* _SUPPLIED DATA_:

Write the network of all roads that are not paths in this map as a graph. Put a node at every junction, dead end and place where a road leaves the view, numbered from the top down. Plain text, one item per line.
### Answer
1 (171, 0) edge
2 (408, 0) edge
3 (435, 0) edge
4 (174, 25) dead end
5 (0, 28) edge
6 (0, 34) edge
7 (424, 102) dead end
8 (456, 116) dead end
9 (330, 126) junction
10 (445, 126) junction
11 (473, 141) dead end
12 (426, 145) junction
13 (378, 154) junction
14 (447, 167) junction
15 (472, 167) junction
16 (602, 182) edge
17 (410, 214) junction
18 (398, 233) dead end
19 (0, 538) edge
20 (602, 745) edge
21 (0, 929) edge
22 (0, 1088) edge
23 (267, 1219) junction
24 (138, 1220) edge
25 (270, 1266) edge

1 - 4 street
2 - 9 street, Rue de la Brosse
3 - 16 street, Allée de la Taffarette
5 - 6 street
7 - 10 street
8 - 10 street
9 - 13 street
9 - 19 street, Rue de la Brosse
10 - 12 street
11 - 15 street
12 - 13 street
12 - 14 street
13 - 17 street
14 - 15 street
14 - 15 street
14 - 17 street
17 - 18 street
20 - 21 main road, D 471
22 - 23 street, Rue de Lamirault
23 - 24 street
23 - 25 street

* _AIM OF THE TASK_:
Please transcribe the records above in full, keeping every word.

* _RESPONSE TO THE TASK_:
Write the network of all roads that are not paths in this map as a graph. Put a node at every junction, dead end and place where a road leaves the view, numbered from the top down. Plain text, one item per line.
### Answer
1 (171, 0) edge
2 (408, 0) edge
3 (435, 0) edge
4 (174, 25) dead end
5 (0, 28) edge
6 (0, 34) edge
7 (424, 102) dead end
8 (456, 116) dead end
9 (330, 126) junction
10 (445, 126) junction
11 (473, 141) dead end
12 (426, 145) junction
13 (378, 154) junction
14 (447, 167) junction
15 (472, 167) junction
16 (602, 182) edge
17 (410, 214) junction
18 (398, 233) dead end
19 (0, 538) edge
20 (602, 745) edge
21 (0, 929) edge
22 (0, 1088) edge
23 (267, 1219) junction
24 (138, 1220) edge
25 (270, 1266) edge

1 - 4 street
2 - 9 street, Rue de la Brosse
3 - 16 street, Allée de la Taffarette
5 - 6 street
7 - 10 street
8 - 10 street
9 - 13 street
9 - 19 street, Rue de la Brosse
10 - 12 street
11 - 15 street
12 - 13 street
12 - 14 street
13 - 17 street
14 - 15 street
14 - 15 street
14 - 17 street
17 - 18 street
20 - 21 main road, D 471
22 - 23 street, Rue de Lamirault
23 - 24 street
23 - 25 street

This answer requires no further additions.